- [Work request] Pull out every line below holding the word "node".

Stored data:
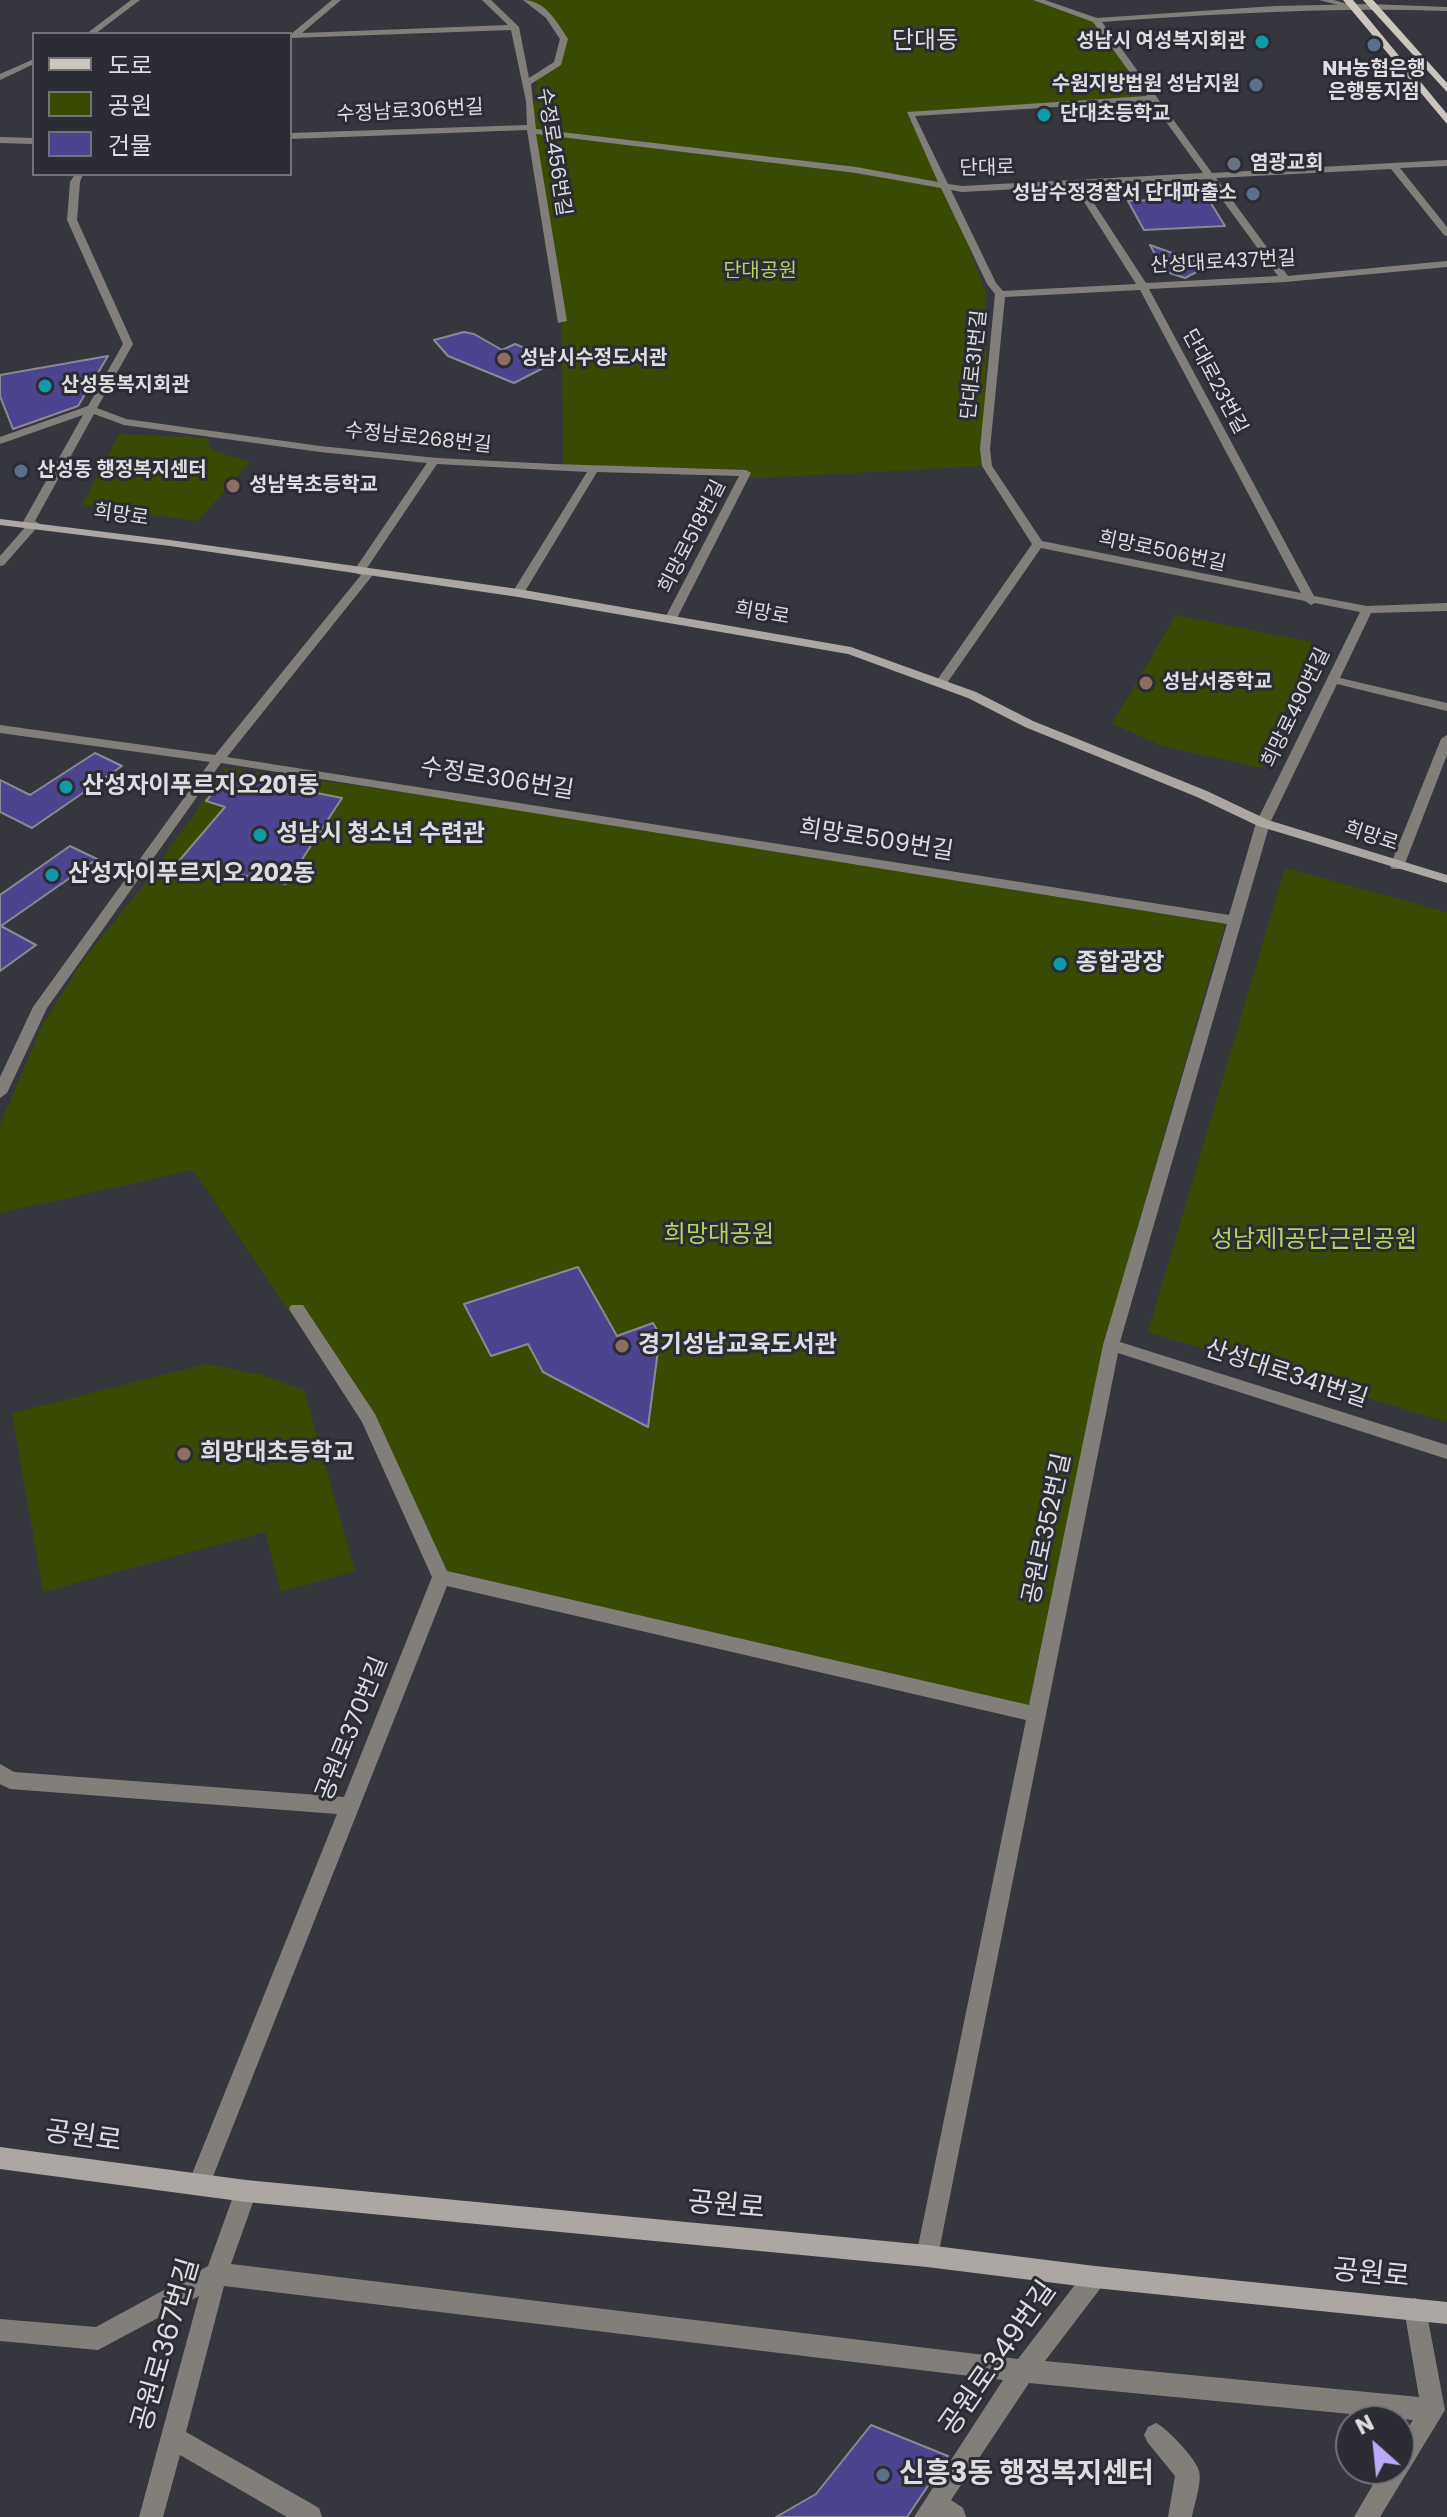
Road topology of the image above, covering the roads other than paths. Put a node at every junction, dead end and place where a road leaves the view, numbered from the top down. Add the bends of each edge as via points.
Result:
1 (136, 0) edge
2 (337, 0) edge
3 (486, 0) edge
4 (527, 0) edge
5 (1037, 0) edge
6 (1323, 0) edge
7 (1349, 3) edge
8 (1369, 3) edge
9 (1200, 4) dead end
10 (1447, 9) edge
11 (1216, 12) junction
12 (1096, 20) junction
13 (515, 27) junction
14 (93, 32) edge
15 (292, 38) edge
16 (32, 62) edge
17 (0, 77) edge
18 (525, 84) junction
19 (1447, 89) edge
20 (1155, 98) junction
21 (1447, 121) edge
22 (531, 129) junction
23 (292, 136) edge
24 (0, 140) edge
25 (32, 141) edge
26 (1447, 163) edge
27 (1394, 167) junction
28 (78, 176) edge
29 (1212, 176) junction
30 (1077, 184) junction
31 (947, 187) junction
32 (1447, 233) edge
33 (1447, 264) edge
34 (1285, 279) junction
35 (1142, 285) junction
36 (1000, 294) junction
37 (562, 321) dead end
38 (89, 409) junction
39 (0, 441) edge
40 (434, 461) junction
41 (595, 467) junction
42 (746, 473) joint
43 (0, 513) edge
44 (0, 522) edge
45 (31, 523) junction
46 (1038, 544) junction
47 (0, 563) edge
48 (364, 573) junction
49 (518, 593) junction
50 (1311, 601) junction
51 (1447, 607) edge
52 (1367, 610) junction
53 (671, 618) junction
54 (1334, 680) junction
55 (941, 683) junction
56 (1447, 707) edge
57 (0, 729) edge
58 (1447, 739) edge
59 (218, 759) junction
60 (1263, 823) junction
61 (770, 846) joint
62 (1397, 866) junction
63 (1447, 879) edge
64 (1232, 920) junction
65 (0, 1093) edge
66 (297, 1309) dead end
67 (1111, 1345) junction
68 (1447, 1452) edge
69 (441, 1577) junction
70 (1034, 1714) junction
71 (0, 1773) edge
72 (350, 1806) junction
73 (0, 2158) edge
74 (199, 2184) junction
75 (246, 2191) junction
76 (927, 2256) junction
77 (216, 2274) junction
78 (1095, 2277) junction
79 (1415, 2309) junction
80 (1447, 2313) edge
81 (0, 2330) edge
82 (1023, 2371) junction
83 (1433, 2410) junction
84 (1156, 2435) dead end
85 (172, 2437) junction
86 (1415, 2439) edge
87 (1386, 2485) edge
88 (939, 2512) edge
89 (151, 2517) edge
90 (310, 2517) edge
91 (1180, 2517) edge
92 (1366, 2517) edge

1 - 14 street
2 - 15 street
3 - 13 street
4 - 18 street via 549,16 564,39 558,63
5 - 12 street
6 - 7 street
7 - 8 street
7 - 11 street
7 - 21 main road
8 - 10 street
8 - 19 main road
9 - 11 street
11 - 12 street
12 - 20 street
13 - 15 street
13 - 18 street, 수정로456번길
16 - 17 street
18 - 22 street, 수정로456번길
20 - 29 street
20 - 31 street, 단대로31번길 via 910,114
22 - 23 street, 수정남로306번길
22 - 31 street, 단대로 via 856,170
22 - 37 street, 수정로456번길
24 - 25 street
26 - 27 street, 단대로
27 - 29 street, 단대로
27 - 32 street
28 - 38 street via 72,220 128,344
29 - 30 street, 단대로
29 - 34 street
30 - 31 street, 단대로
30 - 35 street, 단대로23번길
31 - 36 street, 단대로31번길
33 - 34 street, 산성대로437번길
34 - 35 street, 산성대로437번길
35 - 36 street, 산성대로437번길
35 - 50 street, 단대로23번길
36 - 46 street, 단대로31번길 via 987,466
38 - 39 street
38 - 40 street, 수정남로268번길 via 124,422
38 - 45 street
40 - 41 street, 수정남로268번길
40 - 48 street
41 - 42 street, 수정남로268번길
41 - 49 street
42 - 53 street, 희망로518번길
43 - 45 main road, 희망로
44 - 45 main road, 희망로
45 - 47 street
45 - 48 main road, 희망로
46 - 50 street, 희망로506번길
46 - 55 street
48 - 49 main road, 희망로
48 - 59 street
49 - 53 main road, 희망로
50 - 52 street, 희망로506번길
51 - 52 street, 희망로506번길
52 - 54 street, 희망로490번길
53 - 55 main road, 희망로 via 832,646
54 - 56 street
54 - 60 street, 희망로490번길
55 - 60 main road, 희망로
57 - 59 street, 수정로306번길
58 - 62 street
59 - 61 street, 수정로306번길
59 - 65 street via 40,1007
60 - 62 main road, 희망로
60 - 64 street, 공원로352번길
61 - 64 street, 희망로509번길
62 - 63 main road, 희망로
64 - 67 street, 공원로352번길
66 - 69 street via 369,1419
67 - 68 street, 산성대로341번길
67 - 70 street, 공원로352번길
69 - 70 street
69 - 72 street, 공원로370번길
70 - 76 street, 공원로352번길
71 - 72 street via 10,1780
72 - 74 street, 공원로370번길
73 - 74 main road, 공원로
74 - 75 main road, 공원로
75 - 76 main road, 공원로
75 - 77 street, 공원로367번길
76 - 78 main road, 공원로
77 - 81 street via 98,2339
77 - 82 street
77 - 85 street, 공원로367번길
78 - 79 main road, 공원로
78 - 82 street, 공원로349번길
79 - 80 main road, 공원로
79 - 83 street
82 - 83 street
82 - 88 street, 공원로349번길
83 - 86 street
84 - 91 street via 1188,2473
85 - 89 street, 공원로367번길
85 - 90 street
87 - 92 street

==

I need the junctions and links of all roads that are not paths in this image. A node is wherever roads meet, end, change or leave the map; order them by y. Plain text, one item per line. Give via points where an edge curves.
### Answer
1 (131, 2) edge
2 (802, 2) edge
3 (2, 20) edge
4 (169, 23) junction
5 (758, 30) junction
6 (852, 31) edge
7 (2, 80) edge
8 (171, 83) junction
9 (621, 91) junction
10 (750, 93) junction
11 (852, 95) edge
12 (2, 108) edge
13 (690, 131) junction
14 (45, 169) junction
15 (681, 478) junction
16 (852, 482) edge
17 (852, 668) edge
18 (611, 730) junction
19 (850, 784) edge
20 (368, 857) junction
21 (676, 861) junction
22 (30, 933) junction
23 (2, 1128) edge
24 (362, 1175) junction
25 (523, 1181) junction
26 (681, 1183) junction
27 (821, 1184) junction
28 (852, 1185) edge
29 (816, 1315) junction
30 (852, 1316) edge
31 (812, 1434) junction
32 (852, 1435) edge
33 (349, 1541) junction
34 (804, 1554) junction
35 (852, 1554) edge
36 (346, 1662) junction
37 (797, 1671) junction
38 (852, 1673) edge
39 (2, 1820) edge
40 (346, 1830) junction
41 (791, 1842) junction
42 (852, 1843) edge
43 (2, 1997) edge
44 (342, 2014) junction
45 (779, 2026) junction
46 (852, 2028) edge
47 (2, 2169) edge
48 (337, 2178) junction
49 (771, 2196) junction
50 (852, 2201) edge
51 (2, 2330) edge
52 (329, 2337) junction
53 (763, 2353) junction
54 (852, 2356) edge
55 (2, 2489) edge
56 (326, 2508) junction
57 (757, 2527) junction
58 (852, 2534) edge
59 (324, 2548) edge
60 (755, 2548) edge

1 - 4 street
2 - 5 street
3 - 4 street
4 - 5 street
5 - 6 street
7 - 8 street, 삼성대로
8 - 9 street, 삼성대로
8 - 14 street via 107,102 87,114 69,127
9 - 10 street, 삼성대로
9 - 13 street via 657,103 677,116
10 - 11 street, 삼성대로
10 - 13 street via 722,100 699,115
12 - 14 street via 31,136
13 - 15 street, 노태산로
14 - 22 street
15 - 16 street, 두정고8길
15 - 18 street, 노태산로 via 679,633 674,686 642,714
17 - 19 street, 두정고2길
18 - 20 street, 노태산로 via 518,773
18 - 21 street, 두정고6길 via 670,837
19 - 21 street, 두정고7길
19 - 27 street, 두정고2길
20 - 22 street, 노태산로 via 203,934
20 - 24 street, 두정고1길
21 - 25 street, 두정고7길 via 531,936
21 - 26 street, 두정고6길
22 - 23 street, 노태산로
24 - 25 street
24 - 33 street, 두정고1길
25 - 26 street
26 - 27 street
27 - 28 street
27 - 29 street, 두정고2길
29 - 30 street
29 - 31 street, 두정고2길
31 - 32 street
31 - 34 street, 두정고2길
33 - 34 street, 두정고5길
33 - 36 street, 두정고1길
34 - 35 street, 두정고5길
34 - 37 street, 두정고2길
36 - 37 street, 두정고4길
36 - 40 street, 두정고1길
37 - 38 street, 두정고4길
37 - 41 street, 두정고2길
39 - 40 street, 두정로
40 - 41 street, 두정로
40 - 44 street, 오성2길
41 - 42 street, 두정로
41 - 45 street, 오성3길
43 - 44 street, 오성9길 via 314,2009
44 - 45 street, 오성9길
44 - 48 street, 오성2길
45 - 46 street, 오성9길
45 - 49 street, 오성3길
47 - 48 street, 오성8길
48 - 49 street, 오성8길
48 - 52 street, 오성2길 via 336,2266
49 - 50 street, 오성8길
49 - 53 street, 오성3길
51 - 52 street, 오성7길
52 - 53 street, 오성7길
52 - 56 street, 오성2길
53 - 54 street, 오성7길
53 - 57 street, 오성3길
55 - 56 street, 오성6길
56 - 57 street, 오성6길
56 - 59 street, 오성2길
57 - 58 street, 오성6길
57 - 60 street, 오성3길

==

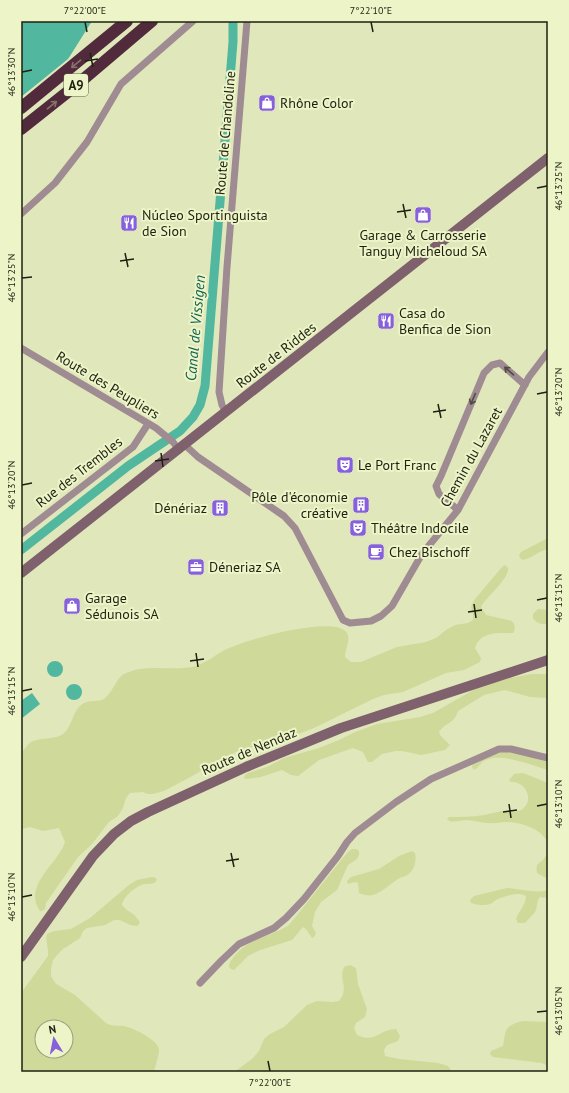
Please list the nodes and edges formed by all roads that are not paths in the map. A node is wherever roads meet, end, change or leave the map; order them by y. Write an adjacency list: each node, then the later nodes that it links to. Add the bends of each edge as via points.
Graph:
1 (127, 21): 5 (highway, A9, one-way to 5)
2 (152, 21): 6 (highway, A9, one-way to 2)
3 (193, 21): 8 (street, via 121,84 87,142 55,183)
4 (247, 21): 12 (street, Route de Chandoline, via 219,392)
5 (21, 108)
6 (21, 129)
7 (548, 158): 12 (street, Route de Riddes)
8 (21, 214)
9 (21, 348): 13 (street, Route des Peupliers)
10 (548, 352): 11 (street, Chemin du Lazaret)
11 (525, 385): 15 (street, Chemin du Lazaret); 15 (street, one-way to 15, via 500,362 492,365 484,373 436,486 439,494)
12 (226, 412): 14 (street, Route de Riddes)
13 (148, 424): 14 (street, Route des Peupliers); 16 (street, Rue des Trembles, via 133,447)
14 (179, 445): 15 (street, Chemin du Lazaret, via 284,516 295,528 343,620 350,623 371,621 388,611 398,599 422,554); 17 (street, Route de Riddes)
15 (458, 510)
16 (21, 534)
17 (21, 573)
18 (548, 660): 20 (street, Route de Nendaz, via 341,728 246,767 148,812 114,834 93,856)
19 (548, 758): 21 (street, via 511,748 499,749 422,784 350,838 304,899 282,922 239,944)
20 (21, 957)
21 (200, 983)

- [Task response]
Road topology of the image above, covering the roads other than paths. Put a node at every junction, dead end and place where a road leaves the view, numbered from the top down. Add the bends of each edge as via points.
I need the junctions and links of all roads that are not paths in this image. A node is wherever roads meet, end, change or leave the map; order them by y. Plain text, one item per line. Give via points where an edge curves.
Please list the nodes and edges formed by all roads that are not paths in the map. A node is wherever roads meet, end, change or leave the map; order them by y. Write an adjacency list: each node, then the later nodes that it links to. Add the bends of each edge as via points.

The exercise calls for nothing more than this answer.